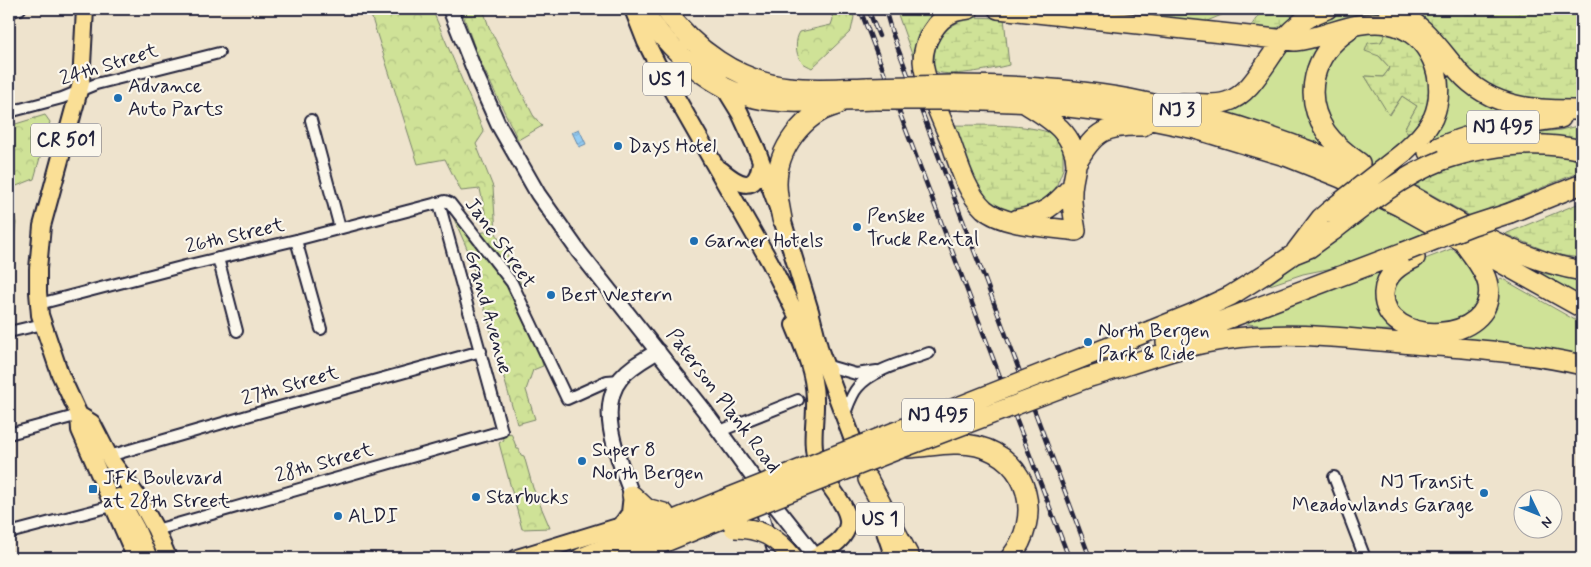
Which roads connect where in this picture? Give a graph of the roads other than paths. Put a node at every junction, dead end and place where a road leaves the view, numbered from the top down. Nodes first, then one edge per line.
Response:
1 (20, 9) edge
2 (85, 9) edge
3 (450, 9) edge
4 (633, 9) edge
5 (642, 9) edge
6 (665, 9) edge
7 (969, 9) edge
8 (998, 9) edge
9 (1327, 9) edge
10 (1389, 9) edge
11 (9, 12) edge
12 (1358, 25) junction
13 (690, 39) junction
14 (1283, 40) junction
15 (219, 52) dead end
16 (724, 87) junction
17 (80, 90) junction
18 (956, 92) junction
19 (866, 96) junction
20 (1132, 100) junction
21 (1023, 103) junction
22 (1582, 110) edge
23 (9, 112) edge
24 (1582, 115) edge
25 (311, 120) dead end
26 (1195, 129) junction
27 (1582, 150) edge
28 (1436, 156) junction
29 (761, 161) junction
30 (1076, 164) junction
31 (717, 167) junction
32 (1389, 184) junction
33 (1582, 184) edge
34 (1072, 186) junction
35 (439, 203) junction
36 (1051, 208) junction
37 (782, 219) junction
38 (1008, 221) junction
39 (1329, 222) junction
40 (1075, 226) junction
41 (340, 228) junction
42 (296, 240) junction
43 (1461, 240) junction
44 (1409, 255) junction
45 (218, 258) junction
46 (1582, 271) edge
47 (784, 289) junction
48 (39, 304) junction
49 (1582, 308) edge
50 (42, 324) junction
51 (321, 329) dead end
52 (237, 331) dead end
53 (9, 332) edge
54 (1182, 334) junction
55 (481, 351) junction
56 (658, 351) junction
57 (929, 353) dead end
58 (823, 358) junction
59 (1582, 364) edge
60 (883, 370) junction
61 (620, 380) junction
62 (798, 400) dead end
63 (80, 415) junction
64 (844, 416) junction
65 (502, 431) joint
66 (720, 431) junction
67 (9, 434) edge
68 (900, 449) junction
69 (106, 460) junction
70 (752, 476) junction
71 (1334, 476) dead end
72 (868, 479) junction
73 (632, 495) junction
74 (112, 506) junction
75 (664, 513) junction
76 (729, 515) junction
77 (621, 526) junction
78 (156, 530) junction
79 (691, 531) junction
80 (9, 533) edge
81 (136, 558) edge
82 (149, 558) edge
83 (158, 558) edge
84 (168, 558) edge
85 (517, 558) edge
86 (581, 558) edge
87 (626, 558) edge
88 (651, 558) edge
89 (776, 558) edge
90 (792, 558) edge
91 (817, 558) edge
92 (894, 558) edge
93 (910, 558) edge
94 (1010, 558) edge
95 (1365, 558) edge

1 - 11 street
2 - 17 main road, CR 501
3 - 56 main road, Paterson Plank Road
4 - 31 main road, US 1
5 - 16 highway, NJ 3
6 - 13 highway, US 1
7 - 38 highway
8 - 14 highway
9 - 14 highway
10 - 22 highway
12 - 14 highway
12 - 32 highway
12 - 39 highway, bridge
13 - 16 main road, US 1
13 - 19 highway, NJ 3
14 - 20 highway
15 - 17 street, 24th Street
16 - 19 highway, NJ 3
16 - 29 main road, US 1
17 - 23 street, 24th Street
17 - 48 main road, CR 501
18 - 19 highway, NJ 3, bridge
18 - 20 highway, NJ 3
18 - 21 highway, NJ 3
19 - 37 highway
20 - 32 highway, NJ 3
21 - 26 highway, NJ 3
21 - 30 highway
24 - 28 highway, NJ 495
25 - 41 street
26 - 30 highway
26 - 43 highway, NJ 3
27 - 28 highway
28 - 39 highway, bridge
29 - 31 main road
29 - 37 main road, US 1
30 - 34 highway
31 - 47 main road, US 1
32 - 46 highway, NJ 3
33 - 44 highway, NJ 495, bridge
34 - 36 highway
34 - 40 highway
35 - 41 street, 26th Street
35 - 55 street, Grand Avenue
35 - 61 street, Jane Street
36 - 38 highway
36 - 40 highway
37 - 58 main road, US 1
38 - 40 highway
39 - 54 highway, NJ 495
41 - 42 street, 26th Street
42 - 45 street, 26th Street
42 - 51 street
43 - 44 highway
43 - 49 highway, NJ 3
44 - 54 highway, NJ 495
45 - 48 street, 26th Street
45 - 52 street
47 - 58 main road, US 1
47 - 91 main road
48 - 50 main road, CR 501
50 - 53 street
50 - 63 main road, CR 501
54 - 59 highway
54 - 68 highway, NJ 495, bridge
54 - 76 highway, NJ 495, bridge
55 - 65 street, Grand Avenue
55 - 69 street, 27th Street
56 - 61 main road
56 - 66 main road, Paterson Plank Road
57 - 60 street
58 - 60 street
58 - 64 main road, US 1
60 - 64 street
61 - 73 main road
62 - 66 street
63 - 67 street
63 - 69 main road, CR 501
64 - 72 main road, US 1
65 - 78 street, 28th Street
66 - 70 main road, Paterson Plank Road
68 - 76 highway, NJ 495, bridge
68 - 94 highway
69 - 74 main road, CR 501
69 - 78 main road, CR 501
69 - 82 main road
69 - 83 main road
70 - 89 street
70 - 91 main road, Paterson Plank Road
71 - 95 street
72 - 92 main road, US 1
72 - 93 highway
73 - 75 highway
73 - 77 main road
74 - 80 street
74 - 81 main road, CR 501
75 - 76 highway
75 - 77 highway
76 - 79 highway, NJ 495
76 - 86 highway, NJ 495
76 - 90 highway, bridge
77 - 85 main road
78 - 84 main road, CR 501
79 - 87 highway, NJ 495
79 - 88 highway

##########

* Task statement: Output each record above exactly; omit the images.

* Answer box:
Which roads connect where in this picture? Give a graph of the roads other than paths. Put a node at every junction, dead end and place where a road leaves the view, numbered from the top down. Nodes first, then one edge per line.
Response:
1 (20, 9) edge
2 (85, 9) edge
3 (450, 9) edge
4 (633, 9) edge
5 (642, 9) edge
6 (665, 9) edge
7 (969, 9) edge
8 (998, 9) edge
9 (1327, 9) edge
10 (1389, 9) edge
11 (9, 12) edge
12 (1358, 25) junction
13 (690, 39) junction
14 (1283, 40) junction
15 (219, 52) dead end
16 (724, 87) junction
17 (80, 90) junction
18 (956, 92) junction
19 (866, 96) junction
20 (1132, 100) junction
21 (1023, 103) junction
22 (1582, 110) edge
23 (9, 112) edge
24 (1582, 115) edge
25 (311, 120) dead end
26 (1195, 129) junction
27 (1582, 150) edge
28 (1436, 156) junction
29 (761, 161) junction
30 (1076, 164) junction
31 (717, 167) junction
32 (1389, 184) junction
33 (1582, 184) edge
34 (1072, 186) junction
35 (439, 203) junction
36 (1051, 208) junction
37 (782, 219) junction
38 (1008, 221) junction
39 (1329, 222) junction
40 (1075, 226) junction
41 (340, 228) junction
42 (296, 240) junction
43 (1461, 240) junction
44 (1409, 255) junction
45 (218, 258) junction
46 (1582, 271) edge
47 (784, 289) junction
48 (39, 304) junction
49 (1582, 308) edge
50 (42, 324) junction
51 (321, 329) dead end
52 (237, 331) dead end
53 (9, 332) edge
54 (1182, 334) junction
55 (481, 351) junction
56 (658, 351) junction
57 (929, 353) dead end
58 (823, 358) junction
59 (1582, 364) edge
60 (883, 370) junction
61 (620, 380) junction
62 (798, 400) dead end
63 (80, 415) junction
64 (844, 416) junction
65 (502, 431) joint
66 (720, 431) junction
67 (9, 434) edge
68 (900, 449) junction
69 (106, 460) junction
70 (752, 476) junction
71 (1334, 476) dead end
72 (868, 479) junction
73 (632, 495) junction
74 (112, 506) junction
75 (664, 513) junction
76 (729, 515) junction
77 (621, 526) junction
78 (156, 530) junction
79 (691, 531) junction
80 (9, 533) edge
81 (136, 558) edge
82 (149, 558) edge
83 (158, 558) edge
84 (168, 558) edge
85 (517, 558) edge
86 (581, 558) edge
87 (626, 558) edge
88 (651, 558) edge
89 (776, 558) edge
90 (792, 558) edge
91 (817, 558) edge
92 (894, 558) edge
93 (910, 558) edge
94 (1010, 558) edge
95 (1365, 558) edge

1 - 11 street
2 - 17 main road, CR 501
3 - 56 main road, Paterson Plank Road
4 - 31 main road, US 1
5 - 16 highway, NJ 3
6 - 13 highway, US 1
7 - 38 highway
8 - 14 highway
9 - 14 highway
10 - 22 highway
12 - 14 highway
12 - 32 highway
12 - 39 highway, bridge
13 - 16 main road, US 1
13 - 19 highway, NJ 3
14 - 20 highway
15 - 17 street, 24th Street
16 - 19 highway, NJ 3
16 - 29 main road, US 1
17 - 23 street, 24th Street
17 - 48 main road, CR 501
18 - 19 highway, NJ 3, bridge
18 - 20 highway, NJ 3
18 - 21 highway, NJ 3
19 - 37 highway
20 - 32 highway, NJ 3
21 - 26 highway, NJ 3
21 - 30 highway
24 - 28 highway, NJ 495
25 - 41 street
26 - 30 highway
26 - 43 highway, NJ 3
27 - 28 highway
28 - 39 highway, bridge
29 - 31 main road
29 - 37 main road, US 1
30 - 34 highway
31 - 47 main road, US 1
32 - 46 highway, NJ 3
33 - 44 highway, NJ 495, bridge
34 - 36 highway
34 - 40 highway
35 - 41 street, 26th Street
35 - 55 street, Grand Avenue
35 - 61 street, Jane Street
36 - 38 highway
36 - 40 highway
37 - 58 main road, US 1
38 - 40 highway
39 - 54 highway, NJ 495
41 - 42 street, 26th Street
42 - 45 street, 26th Street
42 - 51 street
43 - 44 highway
43 - 49 highway, NJ 3
44 - 54 highway, NJ 495
45 - 48 street, 26th Street
45 - 52 street
47 - 58 main road, US 1
47 - 91 main road
48 - 50 main road, CR 501
50 - 53 street
50 - 63 main road, CR 501
54 - 59 highway
54 - 68 highway, NJ 495, bridge
54 - 76 highway, NJ 495, bridge
55 - 65 street, Grand Avenue
55 - 69 street, 27th Street
56 - 61 main road
56 - 66 main road, Paterson Plank Road
57 - 60 street
58 - 60 street
58 - 64 main road, US 1
60 - 64 street
61 - 73 main road
62 - 66 street
63 - 67 street
63 - 69 main road, CR 501
64 - 72 main road, US 1
65 - 78 street, 28th Street
66 - 70 main road, Paterson Plank Road
68 - 76 highway, NJ 495, bridge
68 - 94 highway
69 - 74 main road, CR 501
69 - 78 main road, CR 501
69 - 82 main road
69 - 83 main road
70 - 89 street
70 - 91 main road, Paterson Plank Road
71 - 95 street
72 - 92 main road, US 1
72 - 93 highway
73 - 75 highway
73 - 77 main road
74 - 80 street
74 - 81 main road, CR 501
75 - 76 highway
75 - 77 highway
76 - 79 highway, NJ 495
76 - 86 highway, NJ 495
76 - 90 highway, bridge
77 - 85 main road
78 - 84 main road, CR 501
79 - 87 highway, NJ 495
79 - 88 highway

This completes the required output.